** Opening Data listing block **
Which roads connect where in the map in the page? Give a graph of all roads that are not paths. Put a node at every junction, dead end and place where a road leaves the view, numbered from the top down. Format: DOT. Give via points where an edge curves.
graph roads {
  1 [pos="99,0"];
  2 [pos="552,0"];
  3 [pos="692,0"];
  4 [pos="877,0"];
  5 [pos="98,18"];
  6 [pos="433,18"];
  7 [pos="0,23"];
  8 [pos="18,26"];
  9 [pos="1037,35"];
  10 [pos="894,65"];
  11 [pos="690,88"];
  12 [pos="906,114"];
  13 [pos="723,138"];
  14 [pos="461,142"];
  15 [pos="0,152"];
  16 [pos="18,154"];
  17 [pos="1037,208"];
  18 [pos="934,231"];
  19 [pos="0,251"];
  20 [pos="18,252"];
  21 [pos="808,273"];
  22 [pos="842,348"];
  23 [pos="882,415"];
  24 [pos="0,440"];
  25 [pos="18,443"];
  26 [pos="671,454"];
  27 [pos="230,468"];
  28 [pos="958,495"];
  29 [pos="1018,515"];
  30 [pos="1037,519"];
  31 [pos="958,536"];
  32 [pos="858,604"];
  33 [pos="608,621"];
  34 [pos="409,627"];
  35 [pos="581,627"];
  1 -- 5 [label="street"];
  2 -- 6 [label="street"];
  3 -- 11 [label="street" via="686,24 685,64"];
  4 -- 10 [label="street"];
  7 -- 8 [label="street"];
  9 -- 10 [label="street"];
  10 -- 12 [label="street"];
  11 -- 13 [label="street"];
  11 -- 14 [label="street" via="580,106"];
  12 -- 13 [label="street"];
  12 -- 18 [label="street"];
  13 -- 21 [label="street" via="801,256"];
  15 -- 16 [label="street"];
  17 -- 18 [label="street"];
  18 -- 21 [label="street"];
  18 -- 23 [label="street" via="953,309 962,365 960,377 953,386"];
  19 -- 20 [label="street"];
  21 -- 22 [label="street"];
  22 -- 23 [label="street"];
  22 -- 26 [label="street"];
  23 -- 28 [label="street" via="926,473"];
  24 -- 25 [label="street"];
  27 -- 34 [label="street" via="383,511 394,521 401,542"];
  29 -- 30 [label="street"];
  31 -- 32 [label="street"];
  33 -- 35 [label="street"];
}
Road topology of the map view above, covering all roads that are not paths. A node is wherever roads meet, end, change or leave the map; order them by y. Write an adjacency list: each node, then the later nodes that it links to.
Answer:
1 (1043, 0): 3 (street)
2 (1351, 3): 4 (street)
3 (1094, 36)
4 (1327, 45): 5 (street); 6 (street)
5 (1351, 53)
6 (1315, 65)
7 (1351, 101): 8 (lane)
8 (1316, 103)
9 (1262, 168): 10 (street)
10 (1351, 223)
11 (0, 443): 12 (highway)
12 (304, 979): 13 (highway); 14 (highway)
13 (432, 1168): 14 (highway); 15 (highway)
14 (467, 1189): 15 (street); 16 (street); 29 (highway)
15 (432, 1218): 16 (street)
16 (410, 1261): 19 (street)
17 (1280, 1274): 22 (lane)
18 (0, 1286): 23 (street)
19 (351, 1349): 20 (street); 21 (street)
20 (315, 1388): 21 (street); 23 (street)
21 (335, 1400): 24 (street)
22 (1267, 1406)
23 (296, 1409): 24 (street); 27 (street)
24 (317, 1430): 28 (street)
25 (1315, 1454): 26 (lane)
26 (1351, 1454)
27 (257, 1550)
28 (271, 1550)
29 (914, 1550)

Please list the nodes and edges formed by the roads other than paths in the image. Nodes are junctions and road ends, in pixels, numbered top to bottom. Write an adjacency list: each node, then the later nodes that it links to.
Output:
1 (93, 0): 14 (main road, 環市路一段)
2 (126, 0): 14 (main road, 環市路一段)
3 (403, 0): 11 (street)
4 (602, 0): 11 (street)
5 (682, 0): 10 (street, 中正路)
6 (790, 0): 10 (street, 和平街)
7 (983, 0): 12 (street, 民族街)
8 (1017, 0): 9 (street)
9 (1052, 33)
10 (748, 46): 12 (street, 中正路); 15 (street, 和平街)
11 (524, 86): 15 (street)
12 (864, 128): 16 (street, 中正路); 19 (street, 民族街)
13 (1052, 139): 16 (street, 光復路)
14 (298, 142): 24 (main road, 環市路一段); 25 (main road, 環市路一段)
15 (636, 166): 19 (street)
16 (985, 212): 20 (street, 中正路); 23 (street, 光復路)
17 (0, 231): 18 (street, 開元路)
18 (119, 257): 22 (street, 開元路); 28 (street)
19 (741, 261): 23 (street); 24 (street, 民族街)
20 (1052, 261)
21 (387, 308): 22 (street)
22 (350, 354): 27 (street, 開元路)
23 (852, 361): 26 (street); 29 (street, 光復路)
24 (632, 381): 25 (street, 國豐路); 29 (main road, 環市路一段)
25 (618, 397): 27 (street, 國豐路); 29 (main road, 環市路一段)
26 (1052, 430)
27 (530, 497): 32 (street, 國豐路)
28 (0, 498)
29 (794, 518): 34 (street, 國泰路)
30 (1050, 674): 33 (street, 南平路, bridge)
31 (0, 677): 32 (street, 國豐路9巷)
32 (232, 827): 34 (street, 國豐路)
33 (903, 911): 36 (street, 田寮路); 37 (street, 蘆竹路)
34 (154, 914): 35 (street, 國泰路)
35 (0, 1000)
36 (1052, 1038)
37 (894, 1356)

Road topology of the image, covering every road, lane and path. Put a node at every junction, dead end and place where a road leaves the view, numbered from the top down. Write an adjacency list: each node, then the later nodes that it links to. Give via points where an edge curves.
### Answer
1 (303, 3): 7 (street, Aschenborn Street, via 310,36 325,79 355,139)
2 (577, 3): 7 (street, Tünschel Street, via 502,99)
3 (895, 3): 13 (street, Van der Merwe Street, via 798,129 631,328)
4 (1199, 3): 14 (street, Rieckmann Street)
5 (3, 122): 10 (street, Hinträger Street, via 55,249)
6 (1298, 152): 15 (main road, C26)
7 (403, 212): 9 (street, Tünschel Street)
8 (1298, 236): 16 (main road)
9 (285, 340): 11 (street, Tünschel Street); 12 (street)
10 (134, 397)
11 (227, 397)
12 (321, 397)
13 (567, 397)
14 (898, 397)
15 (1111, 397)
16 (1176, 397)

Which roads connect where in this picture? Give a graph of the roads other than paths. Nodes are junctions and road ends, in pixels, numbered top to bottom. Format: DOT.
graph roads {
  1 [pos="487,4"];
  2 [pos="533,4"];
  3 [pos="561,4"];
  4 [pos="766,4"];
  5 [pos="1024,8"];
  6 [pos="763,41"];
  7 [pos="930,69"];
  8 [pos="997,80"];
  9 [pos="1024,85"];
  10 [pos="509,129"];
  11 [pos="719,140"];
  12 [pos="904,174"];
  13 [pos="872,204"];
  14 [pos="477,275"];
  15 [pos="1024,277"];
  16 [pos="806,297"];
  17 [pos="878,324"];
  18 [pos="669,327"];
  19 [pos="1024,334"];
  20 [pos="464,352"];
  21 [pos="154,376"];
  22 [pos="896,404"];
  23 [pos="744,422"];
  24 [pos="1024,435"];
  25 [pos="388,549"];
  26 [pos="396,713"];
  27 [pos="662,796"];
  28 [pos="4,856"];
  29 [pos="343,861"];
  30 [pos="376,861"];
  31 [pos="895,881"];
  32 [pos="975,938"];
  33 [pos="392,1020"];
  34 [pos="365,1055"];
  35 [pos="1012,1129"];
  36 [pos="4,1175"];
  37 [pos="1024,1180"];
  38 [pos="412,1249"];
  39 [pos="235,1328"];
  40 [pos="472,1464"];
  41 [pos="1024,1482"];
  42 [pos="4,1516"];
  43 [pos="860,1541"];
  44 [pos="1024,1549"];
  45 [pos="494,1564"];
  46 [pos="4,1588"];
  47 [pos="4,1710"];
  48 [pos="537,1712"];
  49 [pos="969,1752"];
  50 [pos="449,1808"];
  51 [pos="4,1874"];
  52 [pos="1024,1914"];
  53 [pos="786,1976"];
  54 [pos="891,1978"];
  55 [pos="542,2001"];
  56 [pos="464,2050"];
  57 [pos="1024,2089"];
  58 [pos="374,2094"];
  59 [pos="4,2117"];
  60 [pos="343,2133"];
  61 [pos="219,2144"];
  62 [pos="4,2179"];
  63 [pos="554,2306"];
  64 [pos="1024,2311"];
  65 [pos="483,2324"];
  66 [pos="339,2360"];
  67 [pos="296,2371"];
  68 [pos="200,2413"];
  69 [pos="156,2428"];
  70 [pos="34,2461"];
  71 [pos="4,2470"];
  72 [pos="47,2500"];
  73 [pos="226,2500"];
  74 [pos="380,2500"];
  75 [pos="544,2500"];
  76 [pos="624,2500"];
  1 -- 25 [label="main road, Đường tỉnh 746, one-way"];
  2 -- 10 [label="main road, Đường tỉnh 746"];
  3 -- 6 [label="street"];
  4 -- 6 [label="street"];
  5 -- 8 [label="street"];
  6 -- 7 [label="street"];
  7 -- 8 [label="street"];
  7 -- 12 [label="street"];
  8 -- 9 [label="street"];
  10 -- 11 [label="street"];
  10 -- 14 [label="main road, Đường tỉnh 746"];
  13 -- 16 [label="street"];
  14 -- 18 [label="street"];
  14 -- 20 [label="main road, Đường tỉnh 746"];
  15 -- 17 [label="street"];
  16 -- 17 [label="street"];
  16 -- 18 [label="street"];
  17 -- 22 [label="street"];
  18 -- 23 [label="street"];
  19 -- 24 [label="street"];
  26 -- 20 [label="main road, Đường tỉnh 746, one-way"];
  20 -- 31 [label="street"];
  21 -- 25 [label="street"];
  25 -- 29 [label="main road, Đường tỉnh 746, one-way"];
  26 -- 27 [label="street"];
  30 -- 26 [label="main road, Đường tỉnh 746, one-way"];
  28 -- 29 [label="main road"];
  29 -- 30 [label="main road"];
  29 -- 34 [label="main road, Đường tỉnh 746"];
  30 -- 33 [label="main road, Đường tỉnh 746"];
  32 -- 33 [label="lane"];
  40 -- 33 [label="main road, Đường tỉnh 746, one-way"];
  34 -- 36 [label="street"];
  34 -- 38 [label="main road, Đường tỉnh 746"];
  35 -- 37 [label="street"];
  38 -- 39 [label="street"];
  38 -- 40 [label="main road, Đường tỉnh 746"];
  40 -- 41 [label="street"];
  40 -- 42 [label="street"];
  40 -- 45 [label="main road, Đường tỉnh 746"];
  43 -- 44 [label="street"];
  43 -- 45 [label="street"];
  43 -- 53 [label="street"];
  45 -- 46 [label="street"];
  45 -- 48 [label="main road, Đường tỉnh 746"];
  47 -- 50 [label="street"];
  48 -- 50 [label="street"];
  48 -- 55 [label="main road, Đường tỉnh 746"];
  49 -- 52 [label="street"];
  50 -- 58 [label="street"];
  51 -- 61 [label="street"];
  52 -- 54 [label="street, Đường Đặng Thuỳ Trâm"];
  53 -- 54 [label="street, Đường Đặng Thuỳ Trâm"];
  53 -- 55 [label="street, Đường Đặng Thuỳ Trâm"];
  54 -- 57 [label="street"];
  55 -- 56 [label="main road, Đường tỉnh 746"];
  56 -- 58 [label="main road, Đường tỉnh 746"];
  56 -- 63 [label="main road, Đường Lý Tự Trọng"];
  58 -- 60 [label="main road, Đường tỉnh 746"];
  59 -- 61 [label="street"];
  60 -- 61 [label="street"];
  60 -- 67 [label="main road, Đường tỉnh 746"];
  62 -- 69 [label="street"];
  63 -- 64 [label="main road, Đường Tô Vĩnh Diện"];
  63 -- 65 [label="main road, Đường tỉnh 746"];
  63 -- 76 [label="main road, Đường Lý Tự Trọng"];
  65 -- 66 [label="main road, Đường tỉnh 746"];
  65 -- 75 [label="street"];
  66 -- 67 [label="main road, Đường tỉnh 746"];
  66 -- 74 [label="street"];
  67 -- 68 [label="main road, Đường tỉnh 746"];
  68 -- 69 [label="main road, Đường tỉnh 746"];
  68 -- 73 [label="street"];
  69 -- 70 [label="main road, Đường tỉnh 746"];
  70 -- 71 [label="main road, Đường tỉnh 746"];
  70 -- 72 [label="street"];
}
** Closing Data listing block **
→ **What is needed**:
State how many lines in the records above contain the word "each". Give nothing but the number.

→ **Response to the task**:
3